Cannes 2019 : CANCION SIN NOMBRE / Critique

16-05-2019 - 17:12 - Par

Cannes 2019 : CANCION SIN NOMBRE

De Melina León. Quinzaine des Réalisateurs.

 

Synopsis officiel : Pérou, au plus fort de la crise politique des années 80. Georgina attend son premier enfant. Sans ressources, elle répond à l’annonce d’une clinique qui propose des soins gratuits aux femmes enceintes. Mais après l’accouchement, on refuse de lui dire où est son bébé. Décidée à retrouver sa fille, elle sollicite l’aide du journaliste Pedro Campos qui accepte de mener l’enquête.

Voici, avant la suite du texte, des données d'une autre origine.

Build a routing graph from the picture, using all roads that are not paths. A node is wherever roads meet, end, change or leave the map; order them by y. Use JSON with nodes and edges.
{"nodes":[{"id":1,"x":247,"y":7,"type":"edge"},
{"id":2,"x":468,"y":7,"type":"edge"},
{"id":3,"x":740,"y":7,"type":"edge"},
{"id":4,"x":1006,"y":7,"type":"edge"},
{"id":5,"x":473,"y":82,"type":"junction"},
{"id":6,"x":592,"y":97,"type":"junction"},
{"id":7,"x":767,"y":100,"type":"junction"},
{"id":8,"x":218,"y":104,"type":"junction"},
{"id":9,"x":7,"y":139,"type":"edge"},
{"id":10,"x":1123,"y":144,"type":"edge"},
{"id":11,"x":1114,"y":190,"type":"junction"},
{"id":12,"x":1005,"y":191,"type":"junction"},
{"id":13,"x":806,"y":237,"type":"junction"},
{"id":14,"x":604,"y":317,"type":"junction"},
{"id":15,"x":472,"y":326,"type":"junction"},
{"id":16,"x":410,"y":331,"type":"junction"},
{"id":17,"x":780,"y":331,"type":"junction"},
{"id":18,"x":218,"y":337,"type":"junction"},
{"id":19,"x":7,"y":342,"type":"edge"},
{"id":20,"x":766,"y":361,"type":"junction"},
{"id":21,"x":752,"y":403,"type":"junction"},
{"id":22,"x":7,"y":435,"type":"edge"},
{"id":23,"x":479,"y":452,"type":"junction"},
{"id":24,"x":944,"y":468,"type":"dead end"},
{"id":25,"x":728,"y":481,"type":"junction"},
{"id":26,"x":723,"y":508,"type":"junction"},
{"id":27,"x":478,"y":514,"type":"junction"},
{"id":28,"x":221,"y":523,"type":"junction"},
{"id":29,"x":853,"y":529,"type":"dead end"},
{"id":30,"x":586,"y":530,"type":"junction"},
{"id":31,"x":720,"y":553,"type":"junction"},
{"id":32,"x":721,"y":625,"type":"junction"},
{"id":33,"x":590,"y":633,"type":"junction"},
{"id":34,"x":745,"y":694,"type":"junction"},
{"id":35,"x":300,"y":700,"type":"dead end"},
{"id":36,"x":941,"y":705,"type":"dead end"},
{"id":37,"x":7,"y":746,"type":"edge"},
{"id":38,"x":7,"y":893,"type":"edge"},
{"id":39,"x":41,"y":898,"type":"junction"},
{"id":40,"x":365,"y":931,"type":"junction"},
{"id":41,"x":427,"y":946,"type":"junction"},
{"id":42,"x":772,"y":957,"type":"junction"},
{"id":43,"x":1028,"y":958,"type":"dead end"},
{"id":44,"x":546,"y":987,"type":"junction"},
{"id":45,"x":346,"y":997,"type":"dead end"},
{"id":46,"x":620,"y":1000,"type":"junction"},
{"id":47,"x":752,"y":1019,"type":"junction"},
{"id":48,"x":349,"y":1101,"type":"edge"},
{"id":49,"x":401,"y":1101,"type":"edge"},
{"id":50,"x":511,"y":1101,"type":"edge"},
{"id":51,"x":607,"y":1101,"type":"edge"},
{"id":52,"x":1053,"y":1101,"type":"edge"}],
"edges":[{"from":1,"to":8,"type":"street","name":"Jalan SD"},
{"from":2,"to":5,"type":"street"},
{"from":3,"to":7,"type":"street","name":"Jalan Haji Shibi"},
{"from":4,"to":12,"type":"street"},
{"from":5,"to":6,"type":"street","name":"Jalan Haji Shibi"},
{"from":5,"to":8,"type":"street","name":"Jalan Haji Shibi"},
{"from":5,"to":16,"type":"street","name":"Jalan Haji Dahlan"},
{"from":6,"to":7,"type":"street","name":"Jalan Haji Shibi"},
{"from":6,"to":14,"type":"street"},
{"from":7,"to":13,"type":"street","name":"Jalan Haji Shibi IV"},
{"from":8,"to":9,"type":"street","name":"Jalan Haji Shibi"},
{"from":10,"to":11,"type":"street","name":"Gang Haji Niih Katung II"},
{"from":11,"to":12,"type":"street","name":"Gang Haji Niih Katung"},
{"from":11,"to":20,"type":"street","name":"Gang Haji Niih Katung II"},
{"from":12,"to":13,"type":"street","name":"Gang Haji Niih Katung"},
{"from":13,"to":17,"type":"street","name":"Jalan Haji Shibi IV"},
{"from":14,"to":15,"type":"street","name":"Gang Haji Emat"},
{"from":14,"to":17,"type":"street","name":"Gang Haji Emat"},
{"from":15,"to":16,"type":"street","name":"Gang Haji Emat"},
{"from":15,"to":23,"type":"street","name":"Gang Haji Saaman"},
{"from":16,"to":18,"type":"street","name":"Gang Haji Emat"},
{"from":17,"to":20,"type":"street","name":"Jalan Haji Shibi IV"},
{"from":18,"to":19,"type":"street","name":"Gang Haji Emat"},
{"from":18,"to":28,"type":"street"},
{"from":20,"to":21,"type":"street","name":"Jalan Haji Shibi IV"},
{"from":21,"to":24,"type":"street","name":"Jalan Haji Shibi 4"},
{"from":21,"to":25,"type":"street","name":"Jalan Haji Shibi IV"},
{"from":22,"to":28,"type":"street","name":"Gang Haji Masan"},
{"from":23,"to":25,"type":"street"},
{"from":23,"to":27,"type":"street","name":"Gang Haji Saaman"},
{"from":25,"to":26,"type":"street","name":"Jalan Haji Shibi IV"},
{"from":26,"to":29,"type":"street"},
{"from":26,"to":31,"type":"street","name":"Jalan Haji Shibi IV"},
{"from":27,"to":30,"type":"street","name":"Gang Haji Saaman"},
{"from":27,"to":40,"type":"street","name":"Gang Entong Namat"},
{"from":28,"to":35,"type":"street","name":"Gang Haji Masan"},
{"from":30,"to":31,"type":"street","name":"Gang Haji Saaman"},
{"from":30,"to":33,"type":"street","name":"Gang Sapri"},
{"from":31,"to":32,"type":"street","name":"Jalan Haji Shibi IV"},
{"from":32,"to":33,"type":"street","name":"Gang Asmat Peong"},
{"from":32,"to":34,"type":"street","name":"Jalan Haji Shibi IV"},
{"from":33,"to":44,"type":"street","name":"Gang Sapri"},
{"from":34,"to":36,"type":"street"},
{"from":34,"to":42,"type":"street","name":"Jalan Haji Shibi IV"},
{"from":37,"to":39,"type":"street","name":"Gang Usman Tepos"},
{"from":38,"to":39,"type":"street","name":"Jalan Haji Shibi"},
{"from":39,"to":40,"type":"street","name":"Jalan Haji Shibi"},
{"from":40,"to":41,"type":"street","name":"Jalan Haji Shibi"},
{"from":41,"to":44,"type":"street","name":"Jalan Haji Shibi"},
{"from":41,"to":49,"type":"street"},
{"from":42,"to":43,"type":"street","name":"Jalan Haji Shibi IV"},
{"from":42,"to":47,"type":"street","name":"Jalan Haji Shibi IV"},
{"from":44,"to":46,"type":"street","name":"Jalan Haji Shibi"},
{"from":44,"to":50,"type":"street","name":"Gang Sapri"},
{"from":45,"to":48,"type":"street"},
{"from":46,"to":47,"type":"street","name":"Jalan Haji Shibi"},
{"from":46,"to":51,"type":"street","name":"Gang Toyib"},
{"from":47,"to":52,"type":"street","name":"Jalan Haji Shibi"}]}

Le cinéma sud-américain de festivals, c’est un genre en soi, défini surtout par son statisme, voire son apathie. Pourtant, dans ce territoire codifié, certains films se détachent par la force de leur mise en scène ou la puissance de leur histoire. CANCIÓN SIN NOMBRE, tout en semblant mort à l’image, est éclatant de vie, à l’instar de cette femme brisée par l’enlèvement de son bébé mais toujours animée d’espoir, ou de ce pays qui ploie sous l’hyperinflation et les attaques des terroristes du Sentier Lumineux mais solidaire et vibrant de ses traditions. À l’écran, tout est fixe ou très lent, mais l’intérieur du cadre est d’une sophistication qui laisse étourdi. D’autant plus que le 4/3, format pour lequel a opté la réalisatrice Melina León, et le noir et blanc dense appellent un travail particulier dans la composition et la lumière. La désynchronisation du récit (qui se déroule dans les années 80) avec son esthétique n’est justifiée finalement que par le parti pris du chic et du choc. À moins qu’il faille y voir la traduction littérale des heures sombres d’un pays vivant au rythme des coupures de courant et revenu 50 ans en arrière… Peu importe, s’il fallait en passer par là pour raconter la tragédie sociale et humaine, alors c’est tout accepté.
Pérou, 1988. Georgina et son mari Leo vivent de la pomme de terre, dans ce pays qui voit l’inflation grimper à 1700% sous le mandat de Alan Garcia et où la moitié de la population est pauvre. Lorsqu’elle entend une publicité radiophonique pour une clinique gratuite, la jeune femme, enceinte, décide de s’y rendre pour accoucher. Mais elle ne verra jamais son enfant. Face à une justice qui détourne le regard, Georgina va se tourner vers la presse. Le journaliste Pedro Campos va s’occuper de l’affaire. Et Georgina, elle, ne cessera de marcher. Enceinte et en canard. Cassée et déterminée. CANCIÓN SIN NOMBRE est son chemin de croix, elle ne cesse de traverser ce cadre carré, de grimper des collines, de les dévaler, de fendre le brouillard, de pousser sa brouette, de monter des marches… Petit bout de femme toujours debout, qui ne se roule par terre que pour mieux taper du pied dans les portes. Alors que les attentats du Sentier Lumineux tapagent dans tout le pays, enrôlant particulièrement les paysans, la pauvreté fait des ravages insoupçonnés et brise des familles. Malgré une distance de prise de vue qui rend CANCIÓN SIN NOMBRE stoïque, Melina León parvient à faire un film charnel de personnages, animé par la colère et la solitude abyssale de ses deux héros, Georgina et Pedro. On est souvent sidéré par leur dignité, hébété par leur beauté et ébahi par l’intelligence par laquelle la réalisatrice reconstitue le climat de l’époque et les immédiates conséquences sur les individus. Formellement, d’aucuns penseraient que c’est scolaire quand c’est en fait élémentaire. Il y a une simplicité dans ce film qui le rend fondamental.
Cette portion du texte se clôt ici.